To best effectuate the plan, it would probably be best that the county simultaneously place Chief of Administration Williams on leave as well.
The Sentinel has learned that Assistant Executive Officer and Human Resources Director Diane Rundles is not being consulted in current process under way due to concern about Hernandez’s influence through her.
It is felt that while Williams, Rundles and Erickson are Hernandez loyalists, they are also realists and will accept a transition to Snoke as chief executive officer once it is cleanly effectuated. Concern is that having them in place while there are loose ends yet to be tied down in moving Hernandez out and Snoke in could create problems. For that reason, all three will need to be anesthetized to some degree until such time as they can interpret the writing on the wall.
The major sticking point in a transition from Hernandez to Snoke consists of Rowe’s closeness to Hernandez, their mutual loyalty and the authority of the chairwoman of the board of supervisors in San Bernardino County.

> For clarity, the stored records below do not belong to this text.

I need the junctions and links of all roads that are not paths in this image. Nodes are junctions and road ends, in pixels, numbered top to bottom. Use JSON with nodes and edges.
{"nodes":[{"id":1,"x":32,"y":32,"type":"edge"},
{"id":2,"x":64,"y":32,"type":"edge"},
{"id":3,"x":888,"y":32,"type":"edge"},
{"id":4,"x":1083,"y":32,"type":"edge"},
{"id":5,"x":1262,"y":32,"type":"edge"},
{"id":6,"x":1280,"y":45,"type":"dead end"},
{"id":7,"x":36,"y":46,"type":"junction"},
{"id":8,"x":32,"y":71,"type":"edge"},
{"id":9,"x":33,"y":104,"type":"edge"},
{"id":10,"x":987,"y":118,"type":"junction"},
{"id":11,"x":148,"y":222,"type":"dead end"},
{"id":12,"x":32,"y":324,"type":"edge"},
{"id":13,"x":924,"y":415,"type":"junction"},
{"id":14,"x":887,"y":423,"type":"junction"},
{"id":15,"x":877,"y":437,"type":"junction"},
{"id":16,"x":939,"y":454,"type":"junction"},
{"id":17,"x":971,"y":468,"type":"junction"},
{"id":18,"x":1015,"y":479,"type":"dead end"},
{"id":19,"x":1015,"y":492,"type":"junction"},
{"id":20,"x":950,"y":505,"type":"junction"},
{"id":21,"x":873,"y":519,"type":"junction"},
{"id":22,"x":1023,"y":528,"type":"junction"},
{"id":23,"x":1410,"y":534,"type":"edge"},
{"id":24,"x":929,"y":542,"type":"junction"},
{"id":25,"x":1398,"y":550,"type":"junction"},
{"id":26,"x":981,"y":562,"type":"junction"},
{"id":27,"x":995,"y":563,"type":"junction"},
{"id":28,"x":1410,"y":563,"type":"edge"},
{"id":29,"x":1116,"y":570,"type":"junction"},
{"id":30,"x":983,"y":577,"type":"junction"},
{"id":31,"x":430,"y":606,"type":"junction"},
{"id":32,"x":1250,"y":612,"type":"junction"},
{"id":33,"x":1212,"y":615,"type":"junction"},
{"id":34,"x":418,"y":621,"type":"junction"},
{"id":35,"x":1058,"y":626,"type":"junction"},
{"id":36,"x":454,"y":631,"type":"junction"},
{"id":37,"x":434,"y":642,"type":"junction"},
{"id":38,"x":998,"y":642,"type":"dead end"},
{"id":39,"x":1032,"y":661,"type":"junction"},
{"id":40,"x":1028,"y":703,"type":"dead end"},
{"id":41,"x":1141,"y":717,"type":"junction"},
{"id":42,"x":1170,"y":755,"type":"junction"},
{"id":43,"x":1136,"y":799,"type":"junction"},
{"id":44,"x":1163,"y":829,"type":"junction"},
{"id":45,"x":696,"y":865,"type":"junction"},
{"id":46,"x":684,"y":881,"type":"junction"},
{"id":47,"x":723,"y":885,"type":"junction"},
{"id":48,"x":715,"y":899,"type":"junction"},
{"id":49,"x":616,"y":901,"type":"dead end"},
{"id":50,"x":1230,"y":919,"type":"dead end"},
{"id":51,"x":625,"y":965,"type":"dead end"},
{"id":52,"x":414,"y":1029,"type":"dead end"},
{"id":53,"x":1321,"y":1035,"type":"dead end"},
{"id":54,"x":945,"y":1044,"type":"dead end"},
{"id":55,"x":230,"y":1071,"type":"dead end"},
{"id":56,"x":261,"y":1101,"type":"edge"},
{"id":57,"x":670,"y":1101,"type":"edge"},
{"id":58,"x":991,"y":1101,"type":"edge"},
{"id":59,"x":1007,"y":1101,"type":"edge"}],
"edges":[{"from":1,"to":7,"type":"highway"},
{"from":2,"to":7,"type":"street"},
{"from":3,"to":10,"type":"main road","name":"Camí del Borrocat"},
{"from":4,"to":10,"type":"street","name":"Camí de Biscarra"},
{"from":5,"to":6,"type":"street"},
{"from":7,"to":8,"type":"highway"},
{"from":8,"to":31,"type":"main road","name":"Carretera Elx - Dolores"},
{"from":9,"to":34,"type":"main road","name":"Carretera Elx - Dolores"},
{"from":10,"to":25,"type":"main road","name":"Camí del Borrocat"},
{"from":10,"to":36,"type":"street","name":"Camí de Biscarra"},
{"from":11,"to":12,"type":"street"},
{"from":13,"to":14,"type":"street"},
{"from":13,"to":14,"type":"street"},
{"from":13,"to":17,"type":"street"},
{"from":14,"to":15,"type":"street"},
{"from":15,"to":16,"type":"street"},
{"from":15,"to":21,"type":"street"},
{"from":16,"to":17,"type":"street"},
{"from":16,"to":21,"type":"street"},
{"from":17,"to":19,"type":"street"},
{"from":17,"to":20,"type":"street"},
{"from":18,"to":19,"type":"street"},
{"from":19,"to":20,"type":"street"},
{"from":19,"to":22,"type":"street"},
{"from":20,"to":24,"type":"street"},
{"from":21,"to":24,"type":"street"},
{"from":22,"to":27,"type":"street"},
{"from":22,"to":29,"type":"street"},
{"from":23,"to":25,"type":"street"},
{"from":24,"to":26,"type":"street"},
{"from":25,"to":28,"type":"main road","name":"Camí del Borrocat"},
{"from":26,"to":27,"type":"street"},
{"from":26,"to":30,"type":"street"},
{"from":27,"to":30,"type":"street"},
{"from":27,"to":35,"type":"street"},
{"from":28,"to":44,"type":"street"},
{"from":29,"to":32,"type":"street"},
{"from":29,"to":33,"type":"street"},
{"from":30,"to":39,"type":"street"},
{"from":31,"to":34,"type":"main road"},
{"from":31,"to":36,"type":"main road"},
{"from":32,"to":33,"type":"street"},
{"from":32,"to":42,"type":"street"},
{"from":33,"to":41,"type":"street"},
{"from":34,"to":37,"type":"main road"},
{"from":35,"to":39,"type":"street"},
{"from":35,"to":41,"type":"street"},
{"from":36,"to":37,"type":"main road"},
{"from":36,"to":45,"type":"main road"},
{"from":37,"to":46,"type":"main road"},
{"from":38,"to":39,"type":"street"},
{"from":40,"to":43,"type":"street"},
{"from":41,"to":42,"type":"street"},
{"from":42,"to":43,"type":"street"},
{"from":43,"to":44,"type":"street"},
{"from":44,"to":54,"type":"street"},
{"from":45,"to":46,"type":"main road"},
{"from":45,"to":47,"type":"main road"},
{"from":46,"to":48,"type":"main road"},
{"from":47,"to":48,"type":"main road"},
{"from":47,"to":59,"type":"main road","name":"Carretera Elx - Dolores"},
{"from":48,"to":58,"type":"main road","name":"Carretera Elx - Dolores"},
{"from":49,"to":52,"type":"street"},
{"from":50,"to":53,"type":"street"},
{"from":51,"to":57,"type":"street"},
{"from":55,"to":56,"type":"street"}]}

Despite that loyalty, there exists hard political reality which is militating against Hernandez. Chris Carrillo is purposed to run against Rowe in 2024. He has already begun to line up financial support for that run and is now in a footrace with Rowe for stitching up funding from other sources. Many of those sources consist of those elements in the private sector, particularly ones in the Third Supervisorial District where Rowe is serving, who have been and will continue to be impacted by county policy and action. A major test case in that regard is the much anticipated ambulance services contract scheduled to be awarded this month. With the only two applicants being American Medical Response and the California Division of Forestry, it is up in the air as to which candidate – Rowe or Carrillo – will obtain the support of American Medical Response and its dozens of employees. It is likely the association of county firefighters will be supporting Carrillo.
While Rowe has enjoyed the support of the development community in the past, the perception of dysfunction within the county land use services department, which many hold Hernandez responsible for, could result in crossover support for Carrillo.
There is a growing belief that even if Rowe continues to support Hernandez, she does not on her own have the political muscle to keep him in place.